■ **EXERCISE DIRECTIONS**:
Every record below, from first to last, should be copied exactly; leave the pictures out.

*** Begin section ***

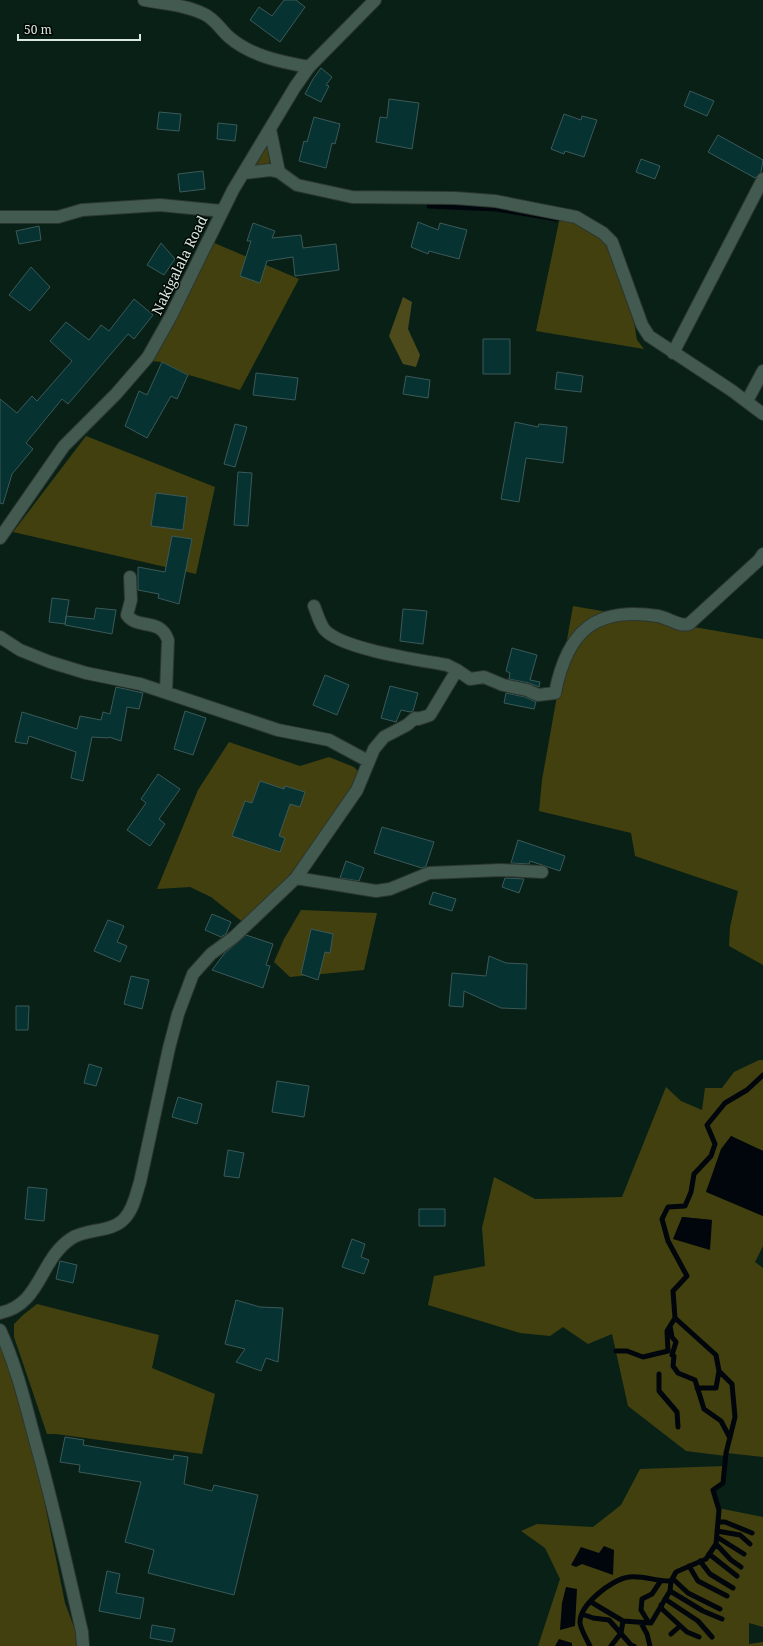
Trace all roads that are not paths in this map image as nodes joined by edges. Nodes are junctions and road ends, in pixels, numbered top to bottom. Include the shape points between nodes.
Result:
1 (144, 0) edge
2 (375, 0) edge
3 (187, 4) edge
4 (309, 67) junction
5 (270, 129) junction
6 (280, 172) junction
7 (244, 173) junction
8 (763, 179) edge
9 (222, 212) junction
10 (0, 217) edge
11 (673, 353) junction
12 (763, 371) edge
13 (747, 401) junction
14 (763, 414) edge
15 (0, 538) edge
16 (763, 554) edge
17 (130, 576) dead end
18 (314, 606) dead end
19 (0, 637) edge
20 (457, 670) junction
21 (166, 692) junction
22 (368, 761) junction
23 (542, 872) dead end
24 (296, 878) junction
25 (0, 1313) edge
26 (0, 1330) edge
27 (83, 1646) edge

1 - 3 street
2 - 4 street, Nakigalala Road
3 - 4 street via 209,16 228,37 248,49 274,60
4 - 5 street, Nakigalala Road
5 - 6 street
5 - 7 street, Nakigalala Road
6 - 7 street via 270,170
6 - 11 street via 297,185 352,197 495,201 576,217 603,233 612,242 645,330 653,340
7 - 9 street, Nakigalala Road
8 - 11 street
9 - 10 street via 160,205 82,210 58,217
9 - 15 street, Nakigalala Road via 148,357 116,394 64,446
11 - 13 street
12 - 13 street
13 - 14 street
16 - 20 street via 690,624 683,626 658,616 634,614 608,616 593,622 569,650 560,670 555,693 538,695 484,677 470,679
17 - 21 street via 131,600 127,615 131,620 160,628 168,640
18 - 20 street via 324,629 337,638 367,650 447,665
19 - 21 street via 20,650 50,662
20 - 22 street via 430,715 415,718 384,737
21 - 22 street via 278,730 328,740
22 - 24 street via 357,790
23 - 24 street via 501,870 429,873 390,889 376,891
24 - 25 street via 234,937 211,954 193,974 178,1014 140,1182 133,1207 126,1218 117,1225 72,1238 51,1258 28,1298 11,1310
26 - 27 street via 19,1380 52,1502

*** End section ***

■ **RESPONSE AREA**:
Trace all roads that are not paths in this map image as nodes joined by edges. Nodes are junctions and road ends, in pixels, numbered top to bottom. Include the shape points between nodes.
Result:
1 (144, 0) edge
2 (375, 0) edge
3 (187, 4) edge
4 (309, 67) junction
5 (270, 129) junction
6 (280, 172) junction
7 (244, 173) junction
8 (763, 179) edge
9 (222, 212) junction
10 (0, 217) edge
11 (673, 353) junction
12 (763, 371) edge
13 (747, 401) junction
14 (763, 414) edge
15 (0, 538) edge
16 (763, 554) edge
17 (130, 576) dead end
18 (314, 606) dead end
19 (0, 637) edge
20 (457, 670) junction
21 (166, 692) junction
22 (368, 761) junction
23 (542, 872) dead end
24 (296, 878) junction
25 (0, 1313) edge
26 (0, 1330) edge
27 (83, 1646) edge

1 - 3 street
2 - 4 street, Nakigalala Road
3 - 4 street via 209,16 228,37 248,49 274,60
4 - 5 street, Nakigalala Road
5 - 6 street
5 - 7 street, Nakigalala Road
6 - 7 street via 270,170
6 - 11 street via 297,185 352,197 495,201 576,217 603,233 612,242 645,330 653,340
7 - 9 street, Nakigalala Road
8 - 11 street
9 - 10 street via 160,205 82,210 58,217
9 - 15 street, Nakigalala Road via 148,357 116,394 64,446
11 - 13 street
12 - 13 street
13 - 14 street
16 - 20 street via 690,624 683,626 658,616 634,614 608,616 593,622 569,650 560,670 555,693 538,695 484,677 470,679
17 - 21 street via 131,600 127,615 131,620 160,628 168,640
18 - 20 street via 324,629 337,638 367,650 447,665
19 - 21 street via 20,650 50,662
20 - 22 street via 430,715 415,718 384,737
21 - 22 street via 278,730 328,740
22 - 24 street via 357,790
23 - 24 street via 501,870 429,873 390,889 376,891
24 - 25 street via 234,937 211,954 193,974 178,1014 140,1182 133,1207 126,1218 117,1225 72,1238 51,1258 28,1298 11,1310
26 - 27 street via 19,1380 52,1502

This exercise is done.